И, взяв с угла стола, из пачки разного формата бумаги и бланок, большой пергаментный лист, Петр окунул лебяжье перо в чернила и вписал в пробел меж печатных строк: „мичман Лука Артемьев сын Калмыков“, потом внизу: „Ш л о т б у р г, мая 29 дня 1703 году“, и наконец расчеркнулся своим излюбленным голландским именем: „Р i t е r“.
— Вот тебе твой офицерский патент, — сказал он молодому мичману. — С нынешнего же дня ты по чину на казанном коште, а на дальнейшем ристалище отличий я — твой главный куратор. Тебе же, мусье маркиз, дорога скатертью, и въезд как сюда, в Петербург, так равно и в Москву, заказан вперед до истечения десятилетней давности от твоих прегрешений.
Мичман Калмыков преклонил колена, чтобы принять неожиданно заслуженный патент и с благоговением приложиться к руке государя. Когда же он затем приподнялся и оглянулся на своего господина, того и след простыл. Как гонимый бурным ветром, Иван Петрович летел без оглядки из царского лагеря обратно в город.
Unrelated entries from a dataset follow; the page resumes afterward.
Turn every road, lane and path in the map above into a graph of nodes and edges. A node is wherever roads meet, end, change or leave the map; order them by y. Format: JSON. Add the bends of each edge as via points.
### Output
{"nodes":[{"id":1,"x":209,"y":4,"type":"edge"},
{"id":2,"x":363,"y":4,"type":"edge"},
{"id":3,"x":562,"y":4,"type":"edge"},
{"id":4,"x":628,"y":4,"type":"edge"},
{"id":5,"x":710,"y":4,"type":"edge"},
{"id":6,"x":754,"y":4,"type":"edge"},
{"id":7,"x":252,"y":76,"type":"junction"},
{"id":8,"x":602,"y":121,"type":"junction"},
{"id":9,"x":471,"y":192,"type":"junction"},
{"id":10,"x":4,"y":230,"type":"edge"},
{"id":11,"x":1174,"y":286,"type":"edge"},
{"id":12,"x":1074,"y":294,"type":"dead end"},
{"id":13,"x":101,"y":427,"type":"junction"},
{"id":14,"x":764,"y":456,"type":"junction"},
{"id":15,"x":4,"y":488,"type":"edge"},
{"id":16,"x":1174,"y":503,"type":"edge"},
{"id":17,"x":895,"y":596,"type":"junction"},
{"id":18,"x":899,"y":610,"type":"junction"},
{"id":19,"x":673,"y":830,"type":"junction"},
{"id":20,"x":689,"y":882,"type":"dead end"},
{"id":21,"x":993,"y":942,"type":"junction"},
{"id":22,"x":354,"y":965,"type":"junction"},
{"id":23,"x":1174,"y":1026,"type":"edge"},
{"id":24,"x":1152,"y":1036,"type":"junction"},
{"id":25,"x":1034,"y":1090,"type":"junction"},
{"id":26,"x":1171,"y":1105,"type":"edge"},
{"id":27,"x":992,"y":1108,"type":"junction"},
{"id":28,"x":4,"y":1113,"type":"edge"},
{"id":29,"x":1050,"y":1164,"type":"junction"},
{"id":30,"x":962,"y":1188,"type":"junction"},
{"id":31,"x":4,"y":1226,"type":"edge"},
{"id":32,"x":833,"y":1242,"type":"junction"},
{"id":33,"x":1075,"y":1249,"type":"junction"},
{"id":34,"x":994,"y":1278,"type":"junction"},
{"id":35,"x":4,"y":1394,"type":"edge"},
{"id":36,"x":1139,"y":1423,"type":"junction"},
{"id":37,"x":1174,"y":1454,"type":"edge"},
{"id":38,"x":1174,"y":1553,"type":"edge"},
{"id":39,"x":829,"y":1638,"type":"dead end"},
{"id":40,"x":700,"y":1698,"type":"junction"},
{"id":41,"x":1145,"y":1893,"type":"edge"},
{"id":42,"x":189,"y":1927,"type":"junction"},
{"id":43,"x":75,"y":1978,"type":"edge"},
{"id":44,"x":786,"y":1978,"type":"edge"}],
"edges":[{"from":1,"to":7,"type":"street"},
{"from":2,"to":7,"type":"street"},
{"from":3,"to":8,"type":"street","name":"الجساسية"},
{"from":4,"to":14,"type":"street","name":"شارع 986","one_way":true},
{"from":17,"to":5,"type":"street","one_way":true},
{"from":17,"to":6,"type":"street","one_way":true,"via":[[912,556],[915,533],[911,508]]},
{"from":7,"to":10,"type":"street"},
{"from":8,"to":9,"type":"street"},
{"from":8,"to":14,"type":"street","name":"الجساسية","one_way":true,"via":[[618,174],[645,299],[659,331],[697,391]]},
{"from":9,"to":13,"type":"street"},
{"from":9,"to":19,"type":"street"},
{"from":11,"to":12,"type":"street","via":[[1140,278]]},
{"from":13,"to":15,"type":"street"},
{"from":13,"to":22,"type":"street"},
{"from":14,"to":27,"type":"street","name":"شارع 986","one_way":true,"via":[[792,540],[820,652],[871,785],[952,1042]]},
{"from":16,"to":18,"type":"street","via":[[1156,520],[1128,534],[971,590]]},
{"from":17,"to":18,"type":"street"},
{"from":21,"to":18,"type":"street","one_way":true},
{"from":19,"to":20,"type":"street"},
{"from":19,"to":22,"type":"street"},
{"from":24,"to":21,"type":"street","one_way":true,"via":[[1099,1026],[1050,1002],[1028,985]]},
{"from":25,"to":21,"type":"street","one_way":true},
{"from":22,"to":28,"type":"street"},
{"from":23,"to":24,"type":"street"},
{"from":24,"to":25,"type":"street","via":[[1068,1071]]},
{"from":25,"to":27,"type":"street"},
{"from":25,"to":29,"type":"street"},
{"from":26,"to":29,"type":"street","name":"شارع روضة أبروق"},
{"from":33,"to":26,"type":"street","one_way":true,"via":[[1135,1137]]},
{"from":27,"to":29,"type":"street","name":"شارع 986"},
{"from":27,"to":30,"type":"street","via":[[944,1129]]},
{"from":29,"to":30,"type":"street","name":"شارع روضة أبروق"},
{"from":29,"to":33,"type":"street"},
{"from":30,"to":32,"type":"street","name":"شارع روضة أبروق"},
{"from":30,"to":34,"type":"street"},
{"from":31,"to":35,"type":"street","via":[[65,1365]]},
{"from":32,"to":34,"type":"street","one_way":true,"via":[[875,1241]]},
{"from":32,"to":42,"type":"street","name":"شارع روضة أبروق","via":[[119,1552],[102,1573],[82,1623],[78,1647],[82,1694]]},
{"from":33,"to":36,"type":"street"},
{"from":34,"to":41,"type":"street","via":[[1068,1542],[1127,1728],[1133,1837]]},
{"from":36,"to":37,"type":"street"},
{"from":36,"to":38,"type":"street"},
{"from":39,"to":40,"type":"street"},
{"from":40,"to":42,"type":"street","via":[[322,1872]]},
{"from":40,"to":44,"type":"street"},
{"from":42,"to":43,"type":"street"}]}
Нагнал его Лукашка только на городском мосту и начал было изливать свою благодарность за данную ему вольную, но барин остановил его рукою.
— Об этом ни слово, Лукаш… или, pardon, monsieur, — прибавил он с горечью, — как прикажете величать отныне вашу милость?
— Полно, сударь! — с мягким укором сказал калмык. — На меня-то за что ты серчаешь? Называй меня, сделай милость, по-прежнему Люсьеном, Лукашем или Лукашкой, как Бог на душу положит.
— Нет, уж по меньшей мере Лукой Артемьевичем. А для тебя, Лука Артемьевич, я тоже не сударь уж, а просто-напросто Иван Петрович. Что же до твоей вольной, то ты ее по праву заслужил, как и я мою десятилетнюю опалу.
— Бог милостив, Иван Петрович, царь тоже, и верно до срока снимет с тебя опалу.